Quei ragazzi sono figli di una buona borghesia, probabilmente annoiati e in cerca di emozioni forti. Nessun motivo per essere arrabbiati col mondo. In quindici ne hanno pestato uno a caso, che vedevano per la prima volta, e poi se ne sono andati. Non c’entra dunque il disagio sociale e nemmeno la mancanza di una cultura scolastica.

La spiegazione dello psicoterapeuta non fa che confermare quello che ormai si è indotti a pensare ogni volta che succedono queste cose: è un disagio generazionale e nemmeno si può dire che gli unici responsabili siano gli insegnanti e i genitori, anche altri soggetti infatti dovrebbero avere compiti educativi. Pensiamo a quanti esempi arrivano dalla società e dai social network e da chi riveste ruoli autorevoli. Ruoli, ma non sempre autorevolezza. Tutt’intorno i giovani respirano contrasti, rabbia, indifferenza per il prossimo, desiderio di sopraffazione.

L’episodio si è verificato lo stesso giorno in cui a Trento un gruppo di ragazzini - non un singolo perché, si sa, è la banda che dà forza - ha preso a calci, pugni e sputi - attacco in fotocopia - l’edicolante di piazza Fiera che stava chiudendo per la pausa pranzo e quindi si era rifiutato di consegnare, peraltro gratis - come da richiesta - una bibita in lattina. Di lì la punizione e anche la minaccia di tornare al pomeriggio per lavare l’onta di un diritto negato.

Vale lo stesso commento del caso precedente? Sì, può valere, le circostanze sono simili e probabilmente anche l’estrazione del gruppo. Ma resta sempre da trovare la risposta alla domanda iniziale: perché succedono queste cose? C’è sicuramente un errore all’origine, ci devono essere tanti errori che hanno preparato il terreno di coltura.

Ammesso il disagio generazionale, resta sempre la domanda: perché? I giovani hanno sempre avuto problemi, crisi, qualche sciocchezza l’hanno sempre fatta, ma avevano anche gli anticorpi per venirne fuori. Qualcuno dunque non sta facendo il proprio dovere, non ha fornito i mezzi per attivare quegli anticorpi prima che le bravate cominciassero a degenerare diventando atti ben più pesanti e pericolosi per sé e per gli altri.

Ed è molto qualunquista dire siamo tutti colpevoli, come è molto qualunquista dire che tutti i giovani d’oggi sono uguali. Non è vero, ce ne sono di bravissimi e per fortuna neanche pochi. Allora si potrebbe cominciare con un discorso da vecchi: ormai c’è in giro troppa superficialità, non esistono regole, si scambia la libertà personale per il poter fare qualunque cosa anche a danno degli altri. Da qui al credere che tutto sia lecito il passo è breve.
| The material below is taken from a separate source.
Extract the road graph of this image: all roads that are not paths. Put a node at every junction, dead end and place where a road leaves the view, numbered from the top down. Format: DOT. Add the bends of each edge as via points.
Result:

La politica, ad esempio, è maestra nell’insegnare che tutto ciò che sa di passato è da buttare. Lo va ripetendo ogni giorno, inutile giudicare quel che succede ora con i parametri d’una volta, il metro adesso è tutto diverso, bisogna guardare con un’ottica nuova, per forza non si comprendono bene gli eventi attuali. Chi è rimasto indietro è destinato a perdere la coda del gruppo vincente. Così anche nel quotidiano, nel lavoro, nelle amicizie, nel tempo libero.
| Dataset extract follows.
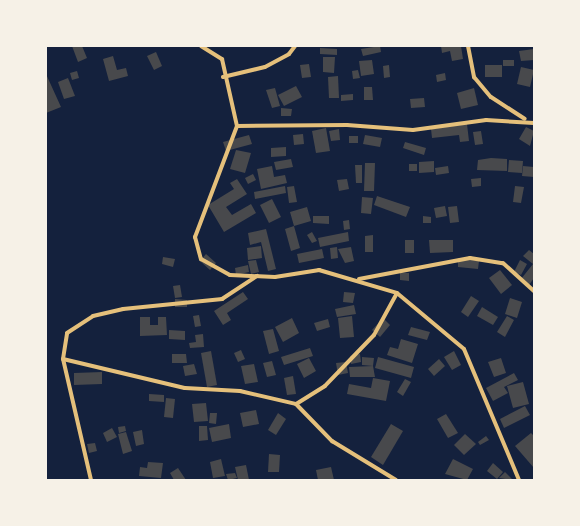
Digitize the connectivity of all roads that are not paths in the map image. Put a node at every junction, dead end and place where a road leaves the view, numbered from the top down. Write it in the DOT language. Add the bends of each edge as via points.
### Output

A scuola e in famiglia. Ci vuole un’alternativa, ovviamente. C’è già l’alternativa? Chi la propone? Funziona? E’ migliore dei princìpi fondamentali che valevano prima? Dai risultati sembra di poter nutrire qualche serio dubbio.
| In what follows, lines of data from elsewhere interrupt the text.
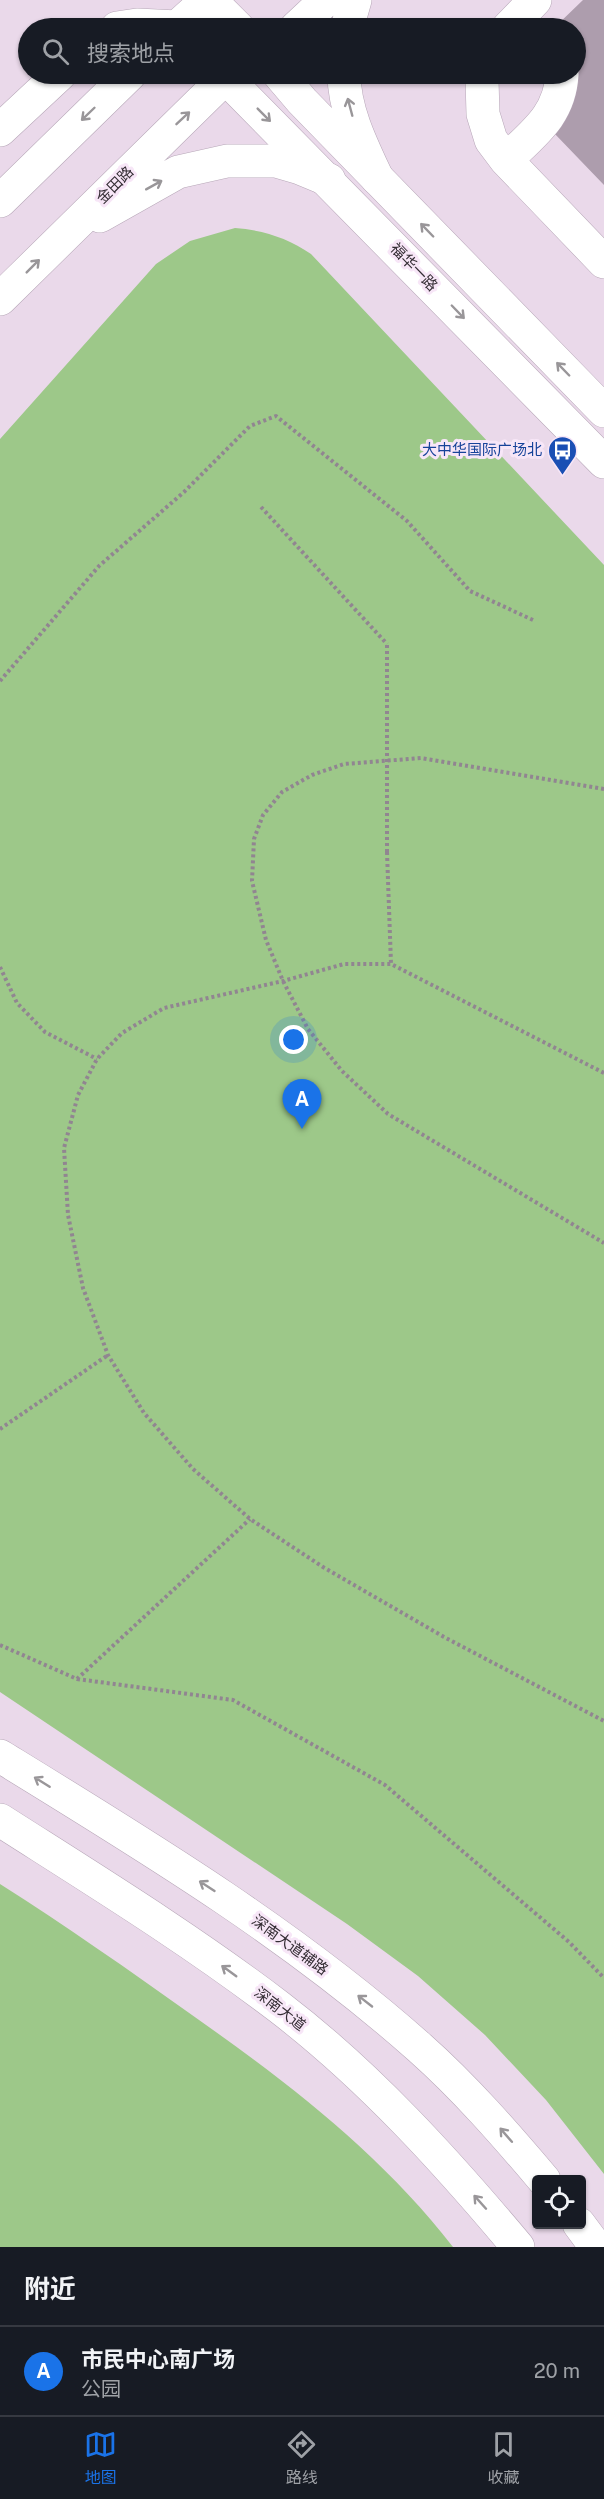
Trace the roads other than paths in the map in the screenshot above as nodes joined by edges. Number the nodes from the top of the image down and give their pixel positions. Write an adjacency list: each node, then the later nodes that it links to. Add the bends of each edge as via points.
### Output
1 (150, 0): 5 (main road)
2 (208, 0): 6 (main road); 7 (main road)
3 (326, 0): 8 (main road)
4 (355, 0): 9 (main road)
5 (167, 18)
6 (188, 18)
7 (227, 18)
8 (307, 18)
9 (350, 18)
10 (49, 84): 18 (main road)
11 (120, 84): 22 (main road, one-way to 22)
12 (218, 84): 23 (main road, 金田路, one-way to 12)
13 (236, 84): 21 (main road, 福华一路, one-way to 21)
14 (288, 84): 20 (main road)
15 (344, 84): 20 (main road, one-way to 15, via 354,124)
16 (482, 84): 19 (main road, via 483,114 492,140)
17 (561, 84): 19 (main road, via 554,109)
18 (0, 130)
19 (506, 160): 24 (main road)
20 (377, 178): 26 (main road, one-way to 20)
21 (329, 180): 23 (main road, one-way to 21, via 178,172 227,160 276,162); 27 (main road, 福华一路, one-way to 27)
22 (0, 201)
23 (66, 233): 25 (main road, 金田路, one-way to 23)
24 (604, 262)
25 (0, 299)
26 (604, 411)
27 (604, 462)
28 (0, 1756): 32 (main road, 深南大道辅路, one-way to 28, via 487,2113 371,2006 226,1898)
29 (0, 1820): 31 (main road, 深南大道)
30 (0, 1848): 31 (main road)
31 (93, 1879): 34 (main road, 深南大道, one-way to 31, via 435,2152 332,2052 226,1968)
32 (540, 2175)
33 (583, 2229): 35 (main road)
34 (518, 2247)
35 (596, 2247)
Il 9 febbraio di cinquant’anni fa moriva Ernesto Rossi, esponente del Partito d’Azione, che mandato al confino a Ventotene contribuì con altri a scrivere il famoso «Manifesto», nel quale tra l’altro si auspicava il rinnovamento sociale e l’eliminazione delle diseguaglianze. Indispensabile per questo, come recita l’art. 54 della Costituzione, «che i cittadini cui sono affidate funzioni pubbliche le adempiano con disciplina ed onore».

Ed è addirittura sottinteso che le debbano adempiere con onestà e rigore, l’opposto cioè della superficialità, della mancanza di regole, della libertà personale anche a scapito degli altri. Il 9 febbraio i politici lo ricorderanno. E alla gente diranno che sono virtù da non dimenticare. Appunto.